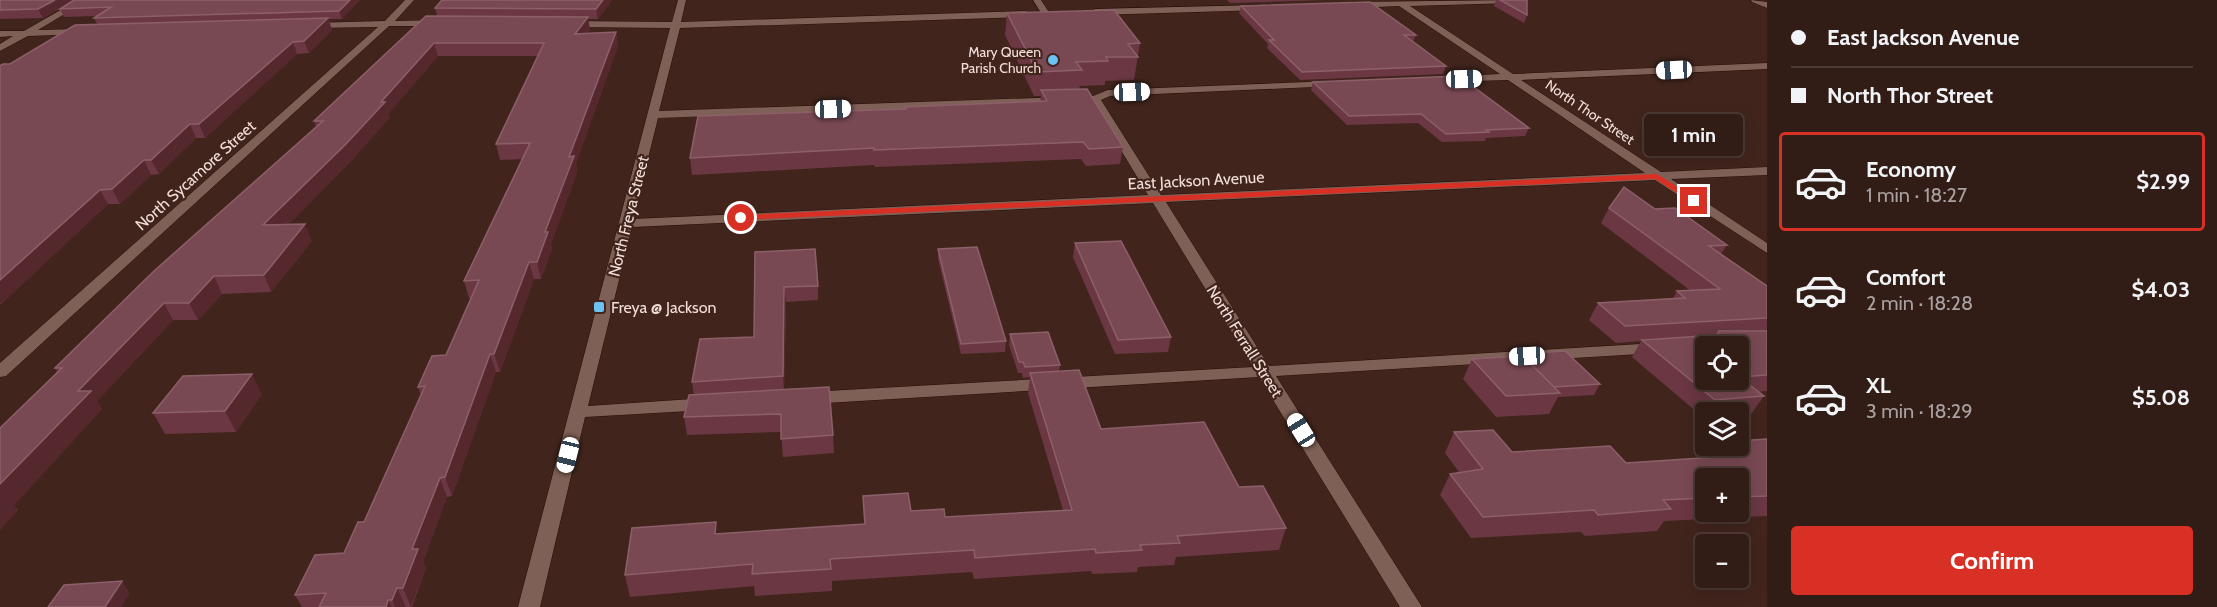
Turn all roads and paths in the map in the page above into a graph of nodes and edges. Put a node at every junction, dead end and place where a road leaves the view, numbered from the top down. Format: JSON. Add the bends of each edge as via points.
{"nodes":[{"id":1,"x":84,"y":0,"type":"edge"},
{"id":2,"x":410,"y":0,"type":"edge"},
{"id":3,"x":682,"y":0,"type":"edge"},
{"id":4,"x":1037,"y":0,"type":"edge"},
{"id":5,"x":1513,"y":0,"type":"edge"},
{"id":6,"x":1755,"y":0,"type":"edge"},
{"id":7,"x":1398,"y":2,"type":"edge"},
{"id":8,"x":1341,"y":5,"type":"edge"},
{"id":9,"x":1767,"y":5,"type":"edge"},
{"id":10,"x":1270,"y":7,"type":"edge"},
{"id":11,"x":1081,"y":13,"type":"edge"},
{"id":12,"x":1046,"y":14,"type":"junction"},
{"id":13,"x":1058,"y":14,"type":"edge"},
{"id":14,"x":388,"y":23,"type":"junction"},
{"id":15,"x":448,"y":23,"type":"edge"},
{"id":16,"x":556,"y":24,"type":"edge"},
{"id":17,"x":307,"y":25,"type":"edge"},
{"id":18,"x":676,"y":25,"type":"junction"},
{"id":19,"x":96,"y":31,"type":"edge"},
{"id":20,"x":26,"y":33,"type":"junction"},
{"id":21,"x":0,"y":34,"type":"edge"},
{"id":22,"x":0,"y":48,"type":"edge"},
{"id":23,"x":1767,"y":66,"type":"edge"},
{"id":24,"x":1511,"y":78,"type":"junction"},
{"id":25,"x":1428,"y":81,"type":"edge"},
{"id":26,"x":1345,"y":84,"type":"edge"},
{"id":27,"x":1095,"y":99,"type":"junction"},
{"id":28,"x":653,"y":115,"type":"junction"},
{"id":29,"x":1767,"y":171,"type":"edge"},
{"id":30,"x":1657,"y":176,"type":"junction"},
{"id":31,"x":1156,"y":198,"type":"junction"},
{"id":32,"x":626,"y":223,"type":"junction"},
{"id":33,"x":1767,"y":249,"type":"edge"},
{"id":34,"x":1671,"y":347,"type":"edge"},
{"id":35,"x":1264,"y":371,"type":"junction"},
{"id":36,"x":0,"y":372,"type":"edge"},
{"id":37,"x":791,"y":399,"type":"edge"},
{"id":38,"x":720,"y":403,"type":"edge"},
{"id":39,"x":579,"y":411,"type":"junction"},
{"id":40,"x":529,"y":607,"type":"edge"},
{"id":41,"x":1411,"y":607,"type":"edge"}],
"edges":[{"from":1,"to":20,"type":"street"},
{"from":2,"to":14,"type":"street","name":"North Sycamore Street"},
{"from":3,"to":18,"type":"street","name":"North Freya Street"},
{"from":4,"to":12,"type":"street"},
{"from":5,"to":7,"type":"street"},
{"from":6,"to":9,"type":"street"},
{"from":7,"to":8,"type":"street"},
{"from":7,"to":24,"type":"street","name":"North Thor Street"},
{"from":10,"to":11,"type":"street"},
{"from":12,"to":13,"type":"street"},
{"from":12,"to":18,"type":"street"},
{"from":14,"to":15,"type":"street"},
{"from":14,"to":17,"type":"street"},
{"from":14,"to":36,"type":"street","name":"North Sycamore Street"},
{"from":16,"to":18,"type":"street"},
{"from":18,"to":28,"type":"street","name":"North Freya Street"},
{"from":19,"to":20,"type":"street"},
{"from":20,"to":21,"type":"street"},
{"from":20,"to":22,"type":"street"},
{"from":23,"to":24,"type":"street"},
{"from":24,"to":25,"type":"street"},
{"from":24,"to":30,"type":"street","name":"North Thor Street"},
{"from":26,"to":27,"type":"street","via":[[1108,93]]},
{"from":27,"to":28,"type":"street"},
{"from":27,"to":31,"type":"street","name":"North Ferrall Street"},
{"from":28,"to":32,"type":"street","name":"North Freya Street"},
{"from":29,"to":30,"type":"street","name":"East Jackson Avenue"},
{"from":30,"to":31,"type":"street","name":"East Jackson Avenue"},
{"from":30,"to":33,"type":"street","name":"North Thor Street"},
{"from":31,"to":32,"type":"street","name":"East Jackson Avenue"},
{"from":31,"to":35,"type":"street","name":"North Ferrall Street"},
{"from":32,"to":39,"type":"street","name":"North Freya Street"},
{"from":34,"to":35,"type":"street"},
{"from":35,"to":37,"type":"street"},
{"from":35,"to":41,"type":"street","name":"North Ferrall Street"},
{"from":38,"to":39,"type":"street"},
{"from":39,"to":40,"type":"street","name":"North Freya Street"}]}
——————
Only the lines of the data holding the string "Thor" are wanted; copy each of them.

> Your response
{"from":7,"to":24,"type":"street","name":"North Thor Street"},
{"from":24,"to":30,"type":"street","name":"North Thor Street"},
{"from":30,"to":33,"type":"street","name":"North Thor Street"},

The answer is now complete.